このコメントをふまえて、今日来館の中国からお越しの留学生2人と中国留学経験がある若者3人組さんに、19日の映像(ピアノ演奏なし)を見て貰いました。事前にここで用いたフィルムがどういうものかを説明し、さらに言えば日本の歴史に関する教育現場の話にも触れ、見終わった後に感想をお聞きしました。

・子どもの頃から、日中戦争のドラマを見ているので、ある場面は今日見た映像と似ていて別段ショックは受けなかった。大変工夫した映像で、本当に多くの方々に見て貰いたい。

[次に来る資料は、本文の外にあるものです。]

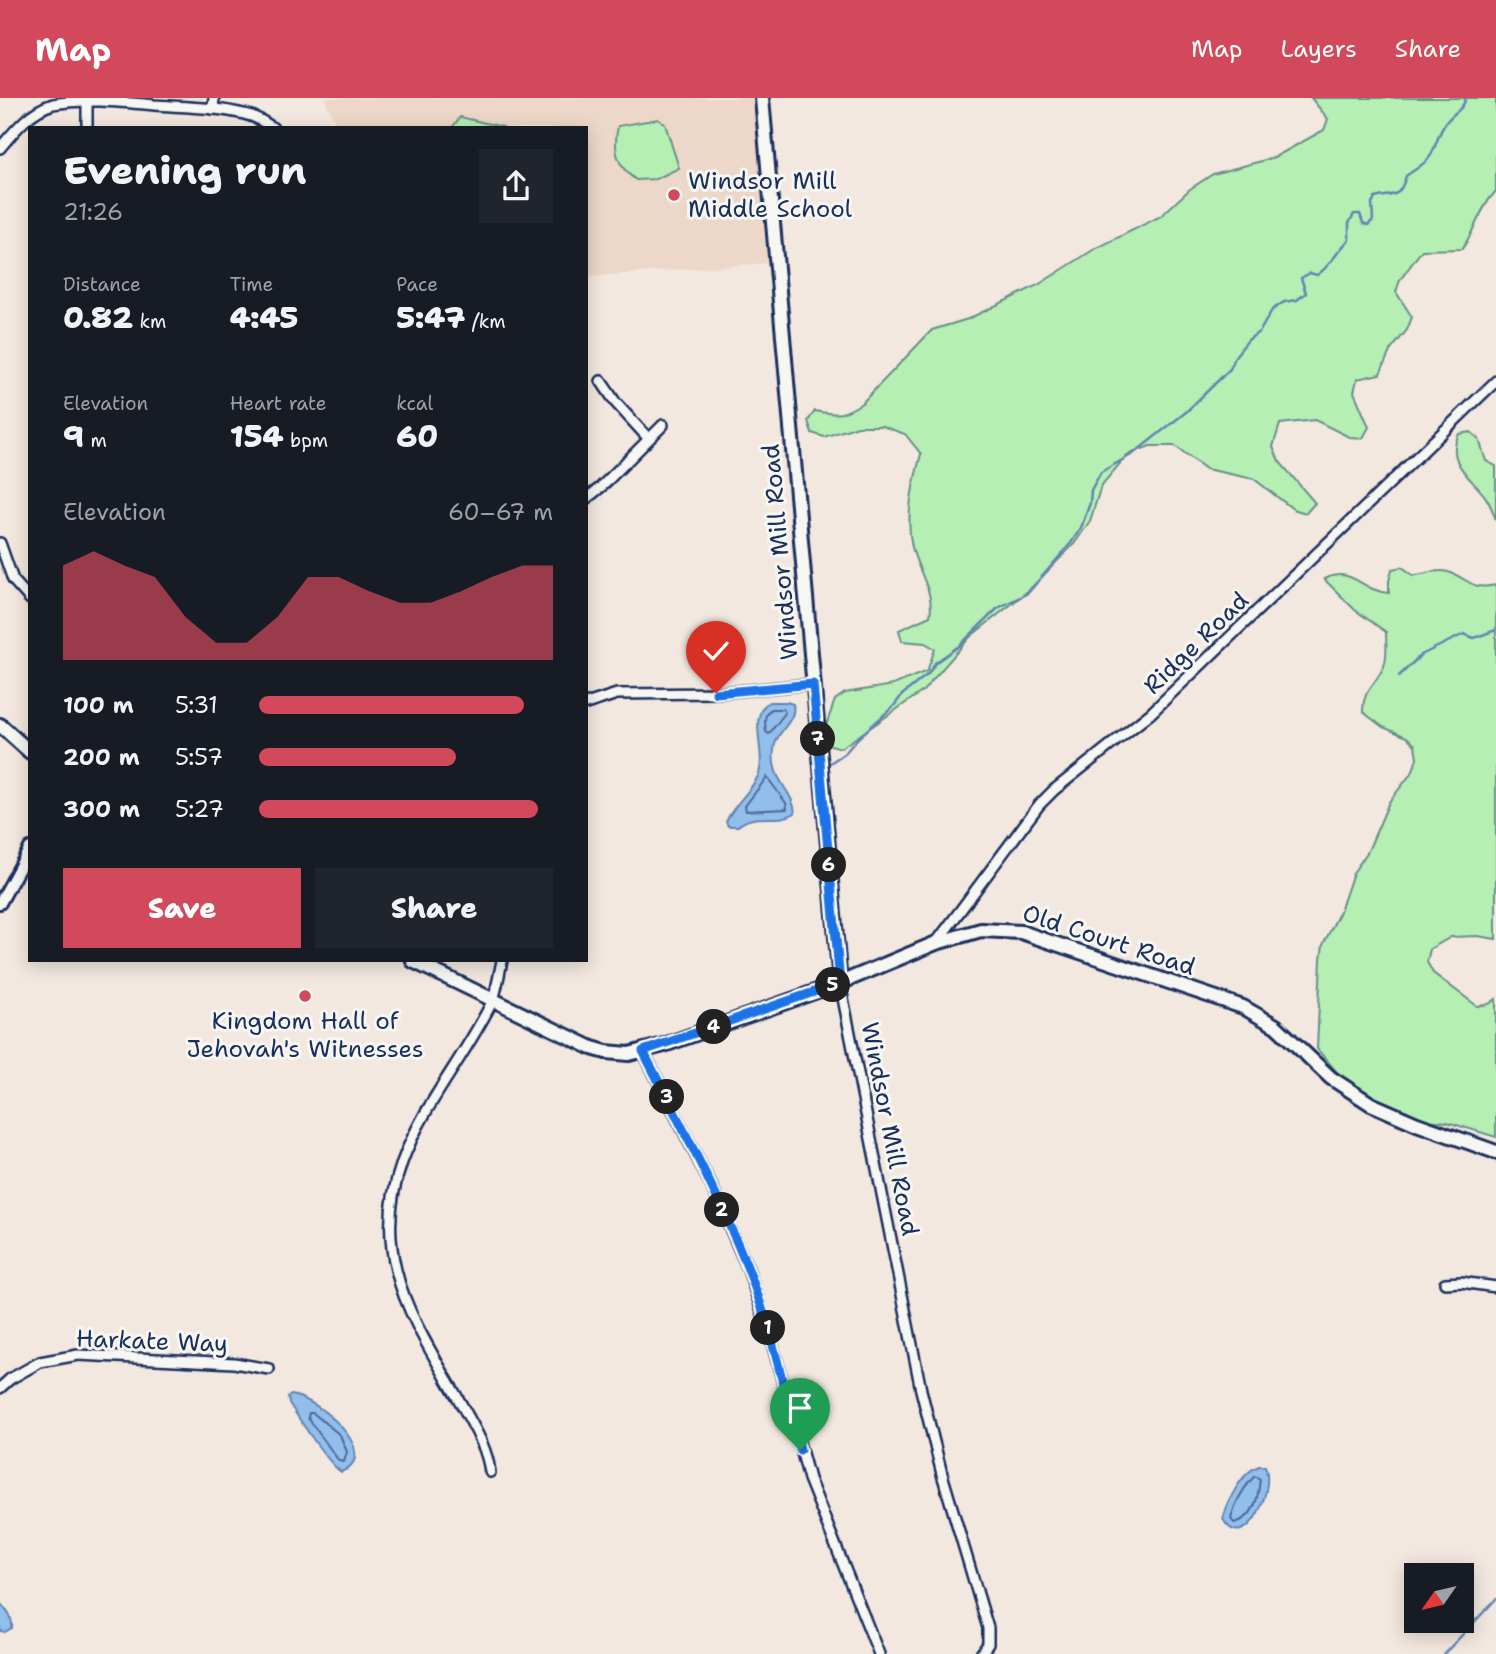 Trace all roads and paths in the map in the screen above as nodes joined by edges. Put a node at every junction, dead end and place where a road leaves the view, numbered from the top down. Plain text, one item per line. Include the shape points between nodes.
1 (214, 98) edge
2 (762, 98) edge
3 (87, 99) edge
4 (213, 109) junction
5 (87, 126) edge
6 (270, 126) edge
7 (0, 148) edge
8 (1496, 381) edge
9 (601, 382) dead end
10 (663, 425) dead end
11 (649, 439) junction
12 (588, 497) edge
13 (0, 543) edge
14 (28, 597) edge
15 (813, 684) junction
16 (588, 703) edge
17 (0, 725) edge
18 (28, 750) edge
19 (28, 852) edge
20 (0, 903) edge
21 (936, 943) junction
22 (415, 962) edge
23 (502, 962) edge
24 (840, 983) junction
25 (493, 1000) junction
26 (643, 1051) junction
27 (1496, 1152) edge
28 (1445, 1283) dead end
29 (1496, 1287) edge
30 (270, 1369) dead end
31 (0, 1388) edge
32 (490, 1472) dead end
33 (879, 1654) edge
34 (981, 1654) edge

1 - 4 street
2 - 15 main road, Windsor Mill Road
3 - 4 street
3 - 5 street
3 - 7 street via 65,100 37,111
4 - 6 street via 245,114
8 - 21 street, Ridge Road via 1151,713 1046,797
9 - 11 street
10 - 11 street
11 - 12 street
13 - 14 street via 13,580
15 - 16 street via 727,693 617,694
15 - 24 main road, Windsor Mill Road
17 - 18 main road
19 - 20 street
21 - 24 main road, Old Court Road
21 - 27 main road, Old Court Road via 981,930 1021,932 1222,998 1262,1016 1331,1078 1371,1104
22 - 25 main road, Old Court Road
23 - 25 street
24 - 26 main road, Old Court Road
24 - 34 street, Windsor Mill Road via 921,1390 988,1628 988,1644
25 - 26 main road, Old Court Road via 599,1050 619,1054
25 - 32 street via 414,1131 398,1170 391,1211 392,1252 400,1285 484,1447
26 - 33 street via 748,1269 809,1479
28 - 29 street
30 - 31 street, Harkate Way via 78,1355 40,1362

・中国では、毎日どこかのテレビ局で日中戦争をテーマにしたドラマをやっているので、それを見ている人たちと、日本に関心をもってやってきた人では見方が異なるかもしれない。

・日本人が加害者だった映像を直視した。太平洋戦争の映像は見る機会があっても、日中戦争はそうではないので貴重な経験になった。

・戦争映画は、悲劇的な反戦映画であっても、憎しみを生み好戦的な映画になってしまうこともある。難しい。二度と戦争はしてはいけないという姿勢が大切。

・いま中国では、『戦争と人間』など戦後作られた日本映画の一部が削られて見られなくなっている。

・これ以上情報量が多いと大変。字幕の漢字を読んで内容はある程度理解できる。

これまで幾人かの海外からのお客様に見て貰いましたが、直接感想をお聞きしたくてもそれができないでいましたので、今日の語りの場は参考になりました。長時間引き留めてしまう形になってしまいましたが、3人とも貴重な時間を過ごせたと言ってくださり、安堵しました。最後は国境ではなく、人と人の交流を大切にしていこうという思いで締めくくります。これこそが川喜多が目指していたことでもありますから。